My cousin Butch was a few years older than me, so he was probably in high school when this story took place. Butch grew up on his parent’s dairy farm; his paternal grandparents lived on a farm less than a mile away. I don’t want to romanticize the farmer’s life, which is full of hard work in all weather and, in the case of dairy farming, involves shoveling huge amounts of cow manure. But farmers do have a lot of contact with nature, and I’m inclined to think that’s a good thing.
Butch’s father, my Uncle Ed, was a gregarious fellow who loved to tell stories, and listen to them, and who made friends easily. Among these were the hunters from Queens, in New York City, whom my brother refers to as the Woodchuck Brigade. They just showed up one day and asked Uncle Ed if they could hunt his land and possibly kill a few woodchucks. Uncle Ed was thrilled. Farmers don’t like woodchucks, by and large. Neither did Henry David Thoreau, although he puts a reasonably good face on it in Walden.
They were nice guys. They weren’t very good shots, but they became good friends and frequent visitors. Eventually Uncle Ed even encouraged them to park an old trailer in the woods behind his house, so they wouldn’t have to pay for motels.
So here’s the story. One day Butch was out walking the woods with one of the hunters, who happened to be a Sanitation Department police officer from Queens who was armed with his trusty .222 rifle with telescopic sight and also had his .38 service revolver strapped to his hip in a holster.
I’m a bit vague on how they came upon the rabbit. Butch isn’t with us anymore, and my brother says he doesn’t remember the story. Were they in a pasture or on a dirt road? Why didn’t the rabbit run away? Had it been caught in a trap, or injured by a vehicle? My brother, who has no memory of any of this, suggests that the rabbit might have been rabid, which adds self-defense to mercy killing. Then my brother did something truly useful. He suggested that I ask our cousin Mary Lyn, Butch’s sister.
So I did. She too had forgotten the story, but it came back to her. Like me she’s not certain of all the details. She thinks Butch may have been out with several hunters, and that one of them had shot at the rabbit and wounded it.
Anyway, there they were, standing around trying to figure out what to do. It didn’t make a whole lot of sense to use a rifle with a telescopic sight to shoot an animal that was lying at your feet. So the Sanitation policeman drew his service revolver and prepared to put a .38 slug into the rabbit’s skull.
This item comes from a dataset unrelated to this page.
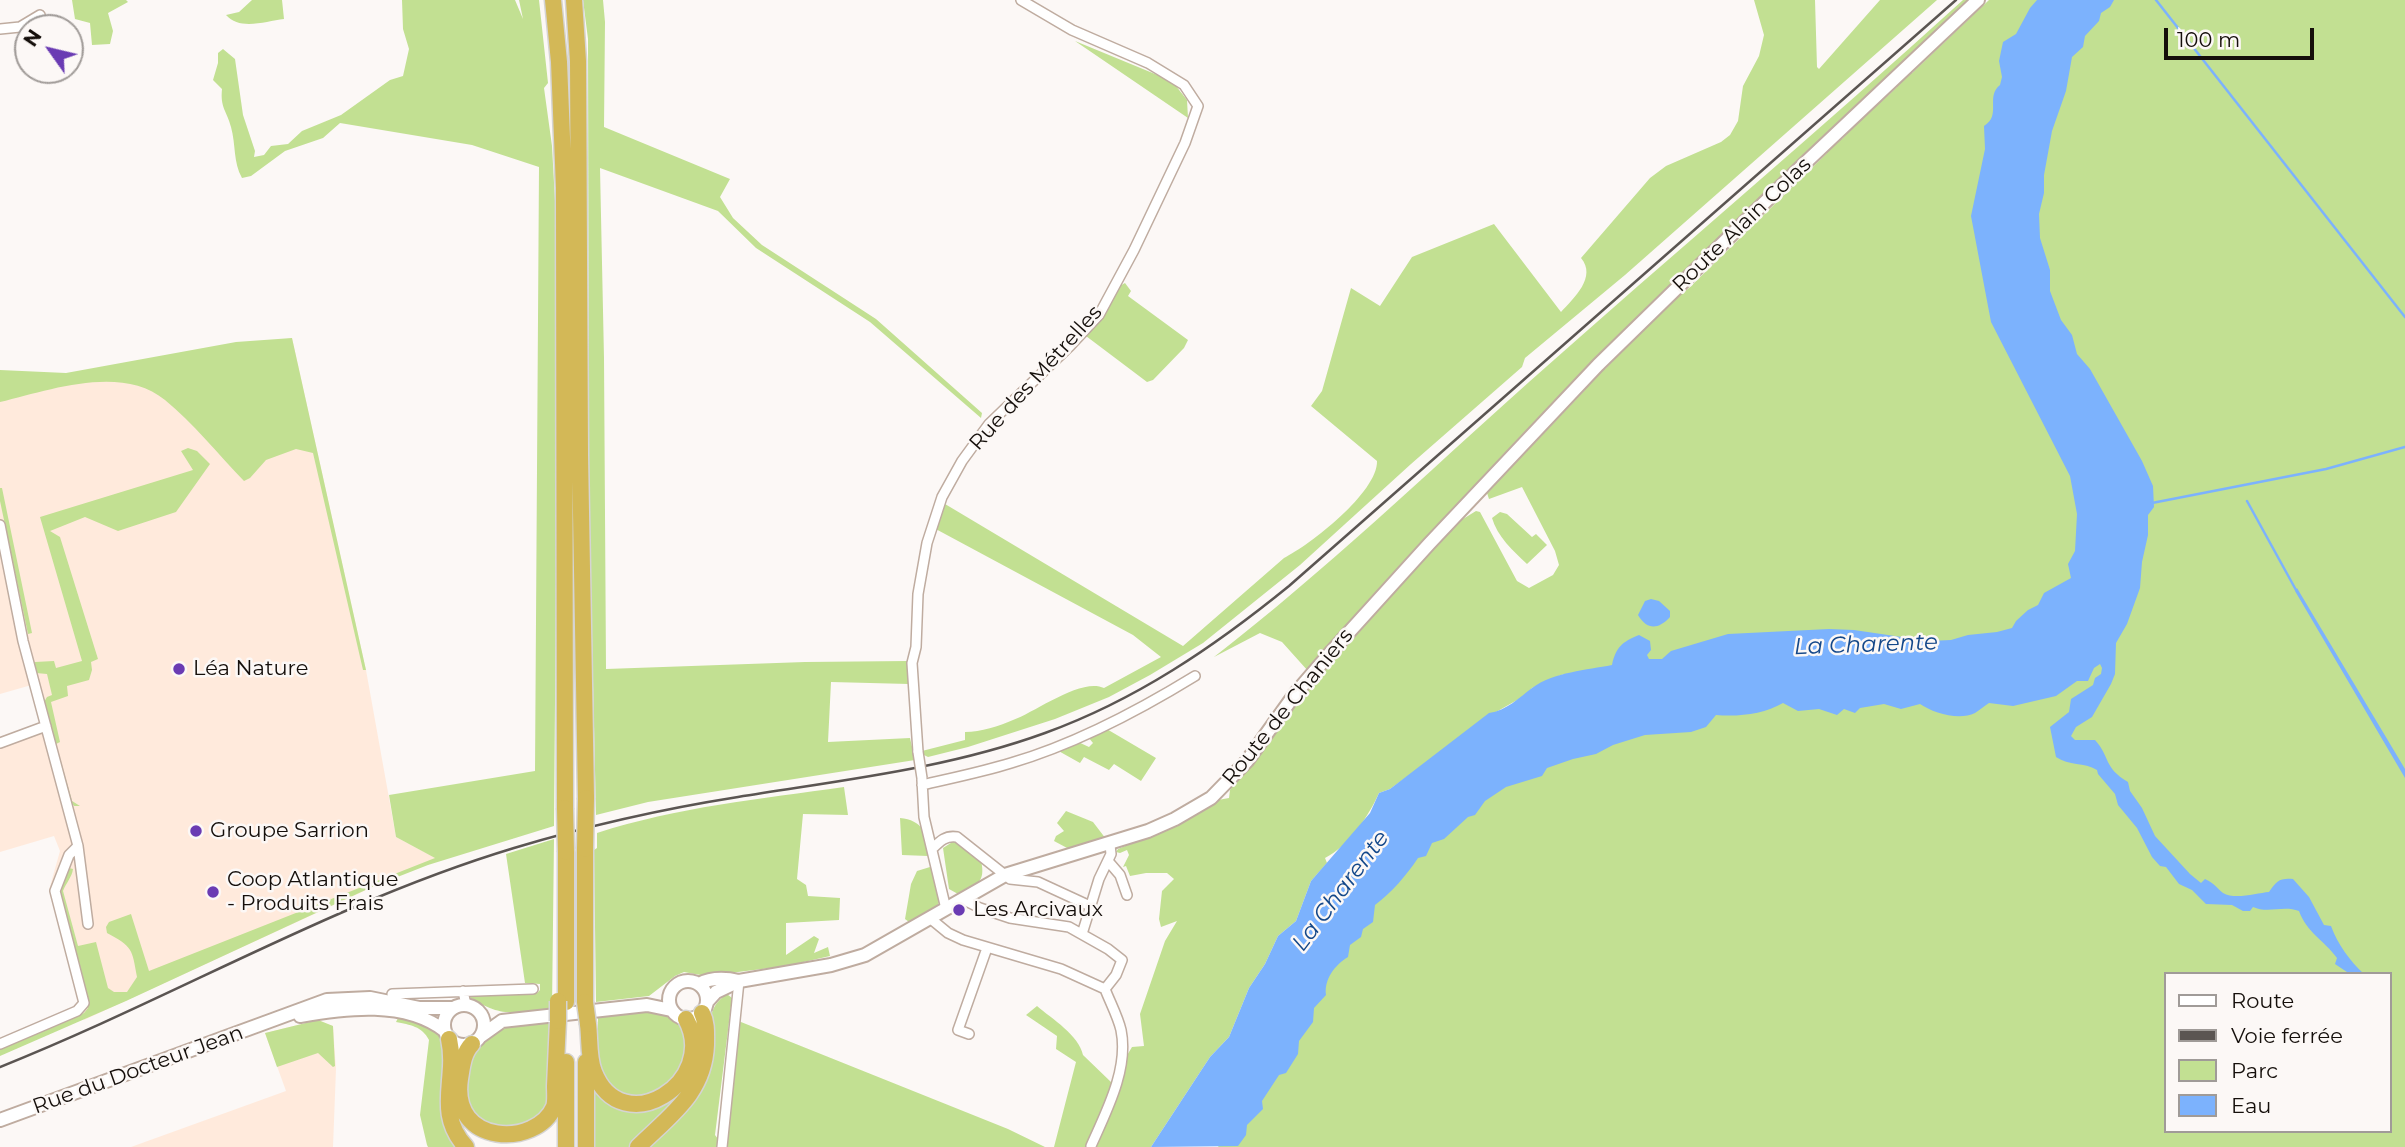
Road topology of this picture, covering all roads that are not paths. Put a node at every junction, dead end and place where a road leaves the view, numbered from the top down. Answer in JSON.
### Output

Clearly our hunter had seen too many movies where cowboys dispatch broken-down horses and cows with their trusty .45s. My favorite is Jack Palance, in City Slickers, who blows away an injured cow and tells an aghast Billy Crystal, “She was sufferin’.”
Rabbits are rather frail creatures compared to cows, and a .38 slug would basically cause the animal to disintegrate. So my cousin Butch intervened. He picked up the rabbit and twisted its neck until it was broken. Then he held the dead critter out to the policeman and said, “There. Now you’ve got something you can eat.”
Now that I’ve told you that story, I have to tell you that it’s only one version. Butch’s daughter Andrea, whom Mary Lyn brought into the loop (never say that email isn’t a wonderful thing) heard the story a lot more than the rest of us, and what she says makes sense. Apparently the Woodchuck Brigade managed to shoot the rabbit in the woods behind Uncle Ed’s house, but just winged him, so he fled (I envision a kind of panicked hobbling) to the dirt road in front of the house, where it seems locomotion failed him.
Meanwhile the Woodchuck Brigade was in hot pursuit. Andrea says, “Dad put extra flourishes on describing how foolish the boys looked running after the rabbit as though it had just robbed a bank.” And she reports that the hunter with the pistol (I do believe he was with the Sanitation Department) actually raised his rifle – the one with the telescopic sight – to dispatch the poor beast at a range of ten feet.
That was when Butch “stepped in front of the pointed rifle and scooped the rabbit up to twist its neck before there could have been any opportunity for debate.”
Andrea adds, “Sometimes the moral was a sort of ‘country mouse v. town mouse’ angle while other times it was more about remembering the simple solution is often the best, no sense in coveting the fancy shiny toys of others.”
Andrea adds that her father “was a man of few words, but if you knew how and when to get him started with stories it was just like putting a quarter in a jukebox.”
But back to the shiny toys – in this case the guns. I was going to say that Uncle Ed didn’t own one. Mary Lyn says he did, and would occasionally hunt woodchucks, in his own way. There was a pond near Uncle Ed’s house where the woodchucks liked to frolic, and Uncle Ed would occasionally shoot at them, as Mary Lyn says, “from the dining room window!!”
Mary Lyn reports that Uncle Ed had also tried deer hunting once, many years before: “He had a big, beautiful buck in his sights, and then the deer turned and looked straight at him. He put his gun down and went home. He always supported his neighbors’ right to hunt for food, but couldn’t do it himself.”
Thanks, Mary Lyn and Andrea. I loved these two men, and these stories are part of the reason why.